* [Instructions to follow]
Every line with the string "Juolukkapolku" should be copied from the data.

* [Given data]
______
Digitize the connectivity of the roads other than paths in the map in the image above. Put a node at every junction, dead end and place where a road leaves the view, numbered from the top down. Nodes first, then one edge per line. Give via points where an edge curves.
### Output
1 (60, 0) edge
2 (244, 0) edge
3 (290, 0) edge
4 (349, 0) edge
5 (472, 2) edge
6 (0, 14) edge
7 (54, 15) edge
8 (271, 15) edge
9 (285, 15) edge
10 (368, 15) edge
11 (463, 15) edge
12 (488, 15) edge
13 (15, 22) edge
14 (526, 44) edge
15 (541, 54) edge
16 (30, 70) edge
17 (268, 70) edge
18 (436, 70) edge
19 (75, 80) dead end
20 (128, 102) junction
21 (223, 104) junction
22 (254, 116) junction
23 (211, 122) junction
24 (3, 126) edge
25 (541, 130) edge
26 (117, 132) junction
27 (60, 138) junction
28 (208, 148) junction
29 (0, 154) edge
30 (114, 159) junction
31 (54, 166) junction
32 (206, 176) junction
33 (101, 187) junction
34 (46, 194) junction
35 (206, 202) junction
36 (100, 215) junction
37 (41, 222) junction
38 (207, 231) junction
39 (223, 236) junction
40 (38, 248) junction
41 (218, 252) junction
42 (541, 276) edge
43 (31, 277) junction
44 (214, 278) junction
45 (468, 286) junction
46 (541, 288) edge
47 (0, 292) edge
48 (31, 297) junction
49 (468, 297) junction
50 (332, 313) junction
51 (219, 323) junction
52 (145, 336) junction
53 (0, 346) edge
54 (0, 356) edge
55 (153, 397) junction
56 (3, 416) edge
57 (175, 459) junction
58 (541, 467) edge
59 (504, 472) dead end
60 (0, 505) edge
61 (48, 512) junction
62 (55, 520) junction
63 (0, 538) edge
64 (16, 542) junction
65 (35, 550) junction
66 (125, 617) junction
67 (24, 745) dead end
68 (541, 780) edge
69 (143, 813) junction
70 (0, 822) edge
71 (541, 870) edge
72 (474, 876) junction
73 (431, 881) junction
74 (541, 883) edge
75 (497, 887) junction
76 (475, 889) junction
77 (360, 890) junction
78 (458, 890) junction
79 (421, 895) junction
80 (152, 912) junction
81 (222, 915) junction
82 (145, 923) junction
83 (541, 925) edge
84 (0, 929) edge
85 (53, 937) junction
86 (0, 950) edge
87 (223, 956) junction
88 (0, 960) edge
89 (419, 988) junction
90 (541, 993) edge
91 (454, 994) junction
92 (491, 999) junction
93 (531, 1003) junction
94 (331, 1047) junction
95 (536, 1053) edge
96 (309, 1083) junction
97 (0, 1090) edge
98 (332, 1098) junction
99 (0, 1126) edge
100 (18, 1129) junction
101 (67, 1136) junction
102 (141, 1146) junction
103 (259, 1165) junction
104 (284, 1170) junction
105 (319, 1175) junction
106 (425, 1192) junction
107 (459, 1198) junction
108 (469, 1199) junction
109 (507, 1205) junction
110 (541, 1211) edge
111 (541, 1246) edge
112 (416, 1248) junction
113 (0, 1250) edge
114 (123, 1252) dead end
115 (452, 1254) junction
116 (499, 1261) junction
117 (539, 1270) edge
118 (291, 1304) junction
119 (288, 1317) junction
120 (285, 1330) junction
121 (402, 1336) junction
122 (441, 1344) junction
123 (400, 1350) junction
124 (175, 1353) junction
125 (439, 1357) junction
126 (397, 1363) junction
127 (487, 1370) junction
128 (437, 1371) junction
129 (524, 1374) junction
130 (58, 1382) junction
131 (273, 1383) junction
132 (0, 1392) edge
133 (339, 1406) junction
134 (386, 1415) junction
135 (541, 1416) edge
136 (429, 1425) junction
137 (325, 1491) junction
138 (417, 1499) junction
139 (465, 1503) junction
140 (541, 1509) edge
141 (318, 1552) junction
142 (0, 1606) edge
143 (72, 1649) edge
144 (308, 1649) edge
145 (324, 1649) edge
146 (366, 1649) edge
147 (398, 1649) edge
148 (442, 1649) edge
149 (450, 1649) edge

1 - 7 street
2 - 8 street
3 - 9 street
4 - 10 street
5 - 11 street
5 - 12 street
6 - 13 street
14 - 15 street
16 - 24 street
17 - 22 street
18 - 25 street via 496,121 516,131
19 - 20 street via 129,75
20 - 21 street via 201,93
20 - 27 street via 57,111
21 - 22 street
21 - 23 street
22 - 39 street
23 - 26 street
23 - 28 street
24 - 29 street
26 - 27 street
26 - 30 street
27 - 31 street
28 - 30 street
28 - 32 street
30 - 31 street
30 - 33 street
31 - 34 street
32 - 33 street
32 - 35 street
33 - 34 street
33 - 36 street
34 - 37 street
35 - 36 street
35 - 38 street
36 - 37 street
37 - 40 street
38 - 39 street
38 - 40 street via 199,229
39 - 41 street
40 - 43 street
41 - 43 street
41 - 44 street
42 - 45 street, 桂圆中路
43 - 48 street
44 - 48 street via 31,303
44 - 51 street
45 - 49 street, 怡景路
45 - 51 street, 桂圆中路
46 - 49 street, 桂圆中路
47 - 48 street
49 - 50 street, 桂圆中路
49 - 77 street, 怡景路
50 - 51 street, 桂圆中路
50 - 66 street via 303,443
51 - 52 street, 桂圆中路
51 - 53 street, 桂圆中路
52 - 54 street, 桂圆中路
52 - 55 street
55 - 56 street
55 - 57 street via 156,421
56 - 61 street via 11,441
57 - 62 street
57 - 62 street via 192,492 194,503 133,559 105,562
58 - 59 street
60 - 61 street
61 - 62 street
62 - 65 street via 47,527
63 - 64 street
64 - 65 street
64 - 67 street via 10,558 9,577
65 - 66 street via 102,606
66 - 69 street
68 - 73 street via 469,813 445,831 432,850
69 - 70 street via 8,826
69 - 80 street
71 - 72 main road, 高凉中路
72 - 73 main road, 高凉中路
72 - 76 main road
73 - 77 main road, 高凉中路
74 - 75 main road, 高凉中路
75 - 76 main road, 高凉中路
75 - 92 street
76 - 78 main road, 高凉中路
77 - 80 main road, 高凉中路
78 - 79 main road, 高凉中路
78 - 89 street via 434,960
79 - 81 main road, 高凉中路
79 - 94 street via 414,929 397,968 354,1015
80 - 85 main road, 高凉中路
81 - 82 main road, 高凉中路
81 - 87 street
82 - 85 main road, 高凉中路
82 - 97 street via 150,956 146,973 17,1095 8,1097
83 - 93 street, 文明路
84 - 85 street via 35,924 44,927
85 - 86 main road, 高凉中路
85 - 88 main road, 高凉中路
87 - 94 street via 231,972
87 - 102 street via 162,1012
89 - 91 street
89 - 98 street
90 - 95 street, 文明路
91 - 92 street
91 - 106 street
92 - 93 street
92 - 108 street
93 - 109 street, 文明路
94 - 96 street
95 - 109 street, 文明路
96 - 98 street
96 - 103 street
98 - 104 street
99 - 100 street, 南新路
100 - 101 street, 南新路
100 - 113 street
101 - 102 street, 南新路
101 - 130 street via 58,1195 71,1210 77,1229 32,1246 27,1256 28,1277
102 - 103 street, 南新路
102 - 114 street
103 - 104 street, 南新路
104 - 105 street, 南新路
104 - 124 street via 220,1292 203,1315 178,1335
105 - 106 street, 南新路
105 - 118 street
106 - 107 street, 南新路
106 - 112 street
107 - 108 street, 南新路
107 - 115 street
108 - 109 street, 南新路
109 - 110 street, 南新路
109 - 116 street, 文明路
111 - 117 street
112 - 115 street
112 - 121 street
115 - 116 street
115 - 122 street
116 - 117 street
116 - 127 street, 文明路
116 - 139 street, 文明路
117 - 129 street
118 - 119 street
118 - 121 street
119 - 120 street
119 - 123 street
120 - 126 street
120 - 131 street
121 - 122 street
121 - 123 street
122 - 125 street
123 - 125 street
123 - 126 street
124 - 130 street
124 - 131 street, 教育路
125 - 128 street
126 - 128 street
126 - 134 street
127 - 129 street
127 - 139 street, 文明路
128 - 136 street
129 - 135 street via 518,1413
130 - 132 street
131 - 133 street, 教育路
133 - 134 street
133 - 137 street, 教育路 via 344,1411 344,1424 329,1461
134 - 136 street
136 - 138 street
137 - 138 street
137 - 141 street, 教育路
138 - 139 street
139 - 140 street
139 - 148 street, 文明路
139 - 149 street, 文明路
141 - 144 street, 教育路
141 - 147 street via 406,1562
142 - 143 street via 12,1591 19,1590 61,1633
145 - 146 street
______
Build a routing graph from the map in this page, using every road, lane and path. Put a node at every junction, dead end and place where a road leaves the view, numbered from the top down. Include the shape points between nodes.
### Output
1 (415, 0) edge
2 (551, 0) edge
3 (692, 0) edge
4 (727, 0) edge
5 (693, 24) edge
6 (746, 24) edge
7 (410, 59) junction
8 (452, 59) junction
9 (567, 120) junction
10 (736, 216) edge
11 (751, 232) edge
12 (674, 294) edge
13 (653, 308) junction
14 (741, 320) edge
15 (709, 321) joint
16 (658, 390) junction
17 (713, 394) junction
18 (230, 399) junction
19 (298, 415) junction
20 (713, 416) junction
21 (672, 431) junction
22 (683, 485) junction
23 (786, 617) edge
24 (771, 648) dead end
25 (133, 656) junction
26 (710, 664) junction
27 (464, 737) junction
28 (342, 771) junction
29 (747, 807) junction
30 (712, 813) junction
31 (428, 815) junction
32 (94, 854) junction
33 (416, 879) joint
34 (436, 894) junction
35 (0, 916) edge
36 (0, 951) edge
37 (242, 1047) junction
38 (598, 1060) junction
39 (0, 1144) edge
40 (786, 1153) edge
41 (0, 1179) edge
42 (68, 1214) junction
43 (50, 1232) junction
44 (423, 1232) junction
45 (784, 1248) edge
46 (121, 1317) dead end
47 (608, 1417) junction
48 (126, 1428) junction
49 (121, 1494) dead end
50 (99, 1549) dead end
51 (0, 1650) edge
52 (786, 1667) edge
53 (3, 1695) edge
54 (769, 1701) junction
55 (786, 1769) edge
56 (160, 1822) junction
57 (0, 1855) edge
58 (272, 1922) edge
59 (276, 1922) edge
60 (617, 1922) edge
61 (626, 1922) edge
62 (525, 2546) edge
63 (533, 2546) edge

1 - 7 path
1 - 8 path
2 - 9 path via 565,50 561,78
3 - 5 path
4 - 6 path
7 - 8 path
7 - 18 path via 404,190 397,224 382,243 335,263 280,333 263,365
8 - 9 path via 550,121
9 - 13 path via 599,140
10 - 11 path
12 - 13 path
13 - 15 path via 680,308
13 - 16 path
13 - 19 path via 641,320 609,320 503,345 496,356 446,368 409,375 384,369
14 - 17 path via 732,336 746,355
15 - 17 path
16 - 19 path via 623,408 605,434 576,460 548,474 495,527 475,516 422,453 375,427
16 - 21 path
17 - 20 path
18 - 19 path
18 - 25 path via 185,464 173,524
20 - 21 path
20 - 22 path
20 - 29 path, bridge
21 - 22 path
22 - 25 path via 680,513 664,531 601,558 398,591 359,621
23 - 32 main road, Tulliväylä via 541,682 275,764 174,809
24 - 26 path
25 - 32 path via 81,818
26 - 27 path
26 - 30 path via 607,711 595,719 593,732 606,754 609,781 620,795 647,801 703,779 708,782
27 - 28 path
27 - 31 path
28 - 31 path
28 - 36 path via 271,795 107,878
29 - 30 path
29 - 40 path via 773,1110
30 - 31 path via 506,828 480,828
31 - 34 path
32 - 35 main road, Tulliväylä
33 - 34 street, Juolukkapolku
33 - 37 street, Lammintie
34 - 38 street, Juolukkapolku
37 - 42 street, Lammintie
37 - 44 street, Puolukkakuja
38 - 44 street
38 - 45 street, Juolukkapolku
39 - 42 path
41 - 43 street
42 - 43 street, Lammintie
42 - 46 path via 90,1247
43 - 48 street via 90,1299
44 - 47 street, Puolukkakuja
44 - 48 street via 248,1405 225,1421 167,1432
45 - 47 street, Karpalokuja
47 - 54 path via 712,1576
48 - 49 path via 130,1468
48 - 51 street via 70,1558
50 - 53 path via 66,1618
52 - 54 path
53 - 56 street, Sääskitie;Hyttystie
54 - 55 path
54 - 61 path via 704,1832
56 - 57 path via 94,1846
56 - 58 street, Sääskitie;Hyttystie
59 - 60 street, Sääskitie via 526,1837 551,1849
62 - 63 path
______
* [Answer]
33 - 34 street, Juolukkapolku
34 - 38 street, Juolukkapolku
38 - 45 street, Juolukkapolku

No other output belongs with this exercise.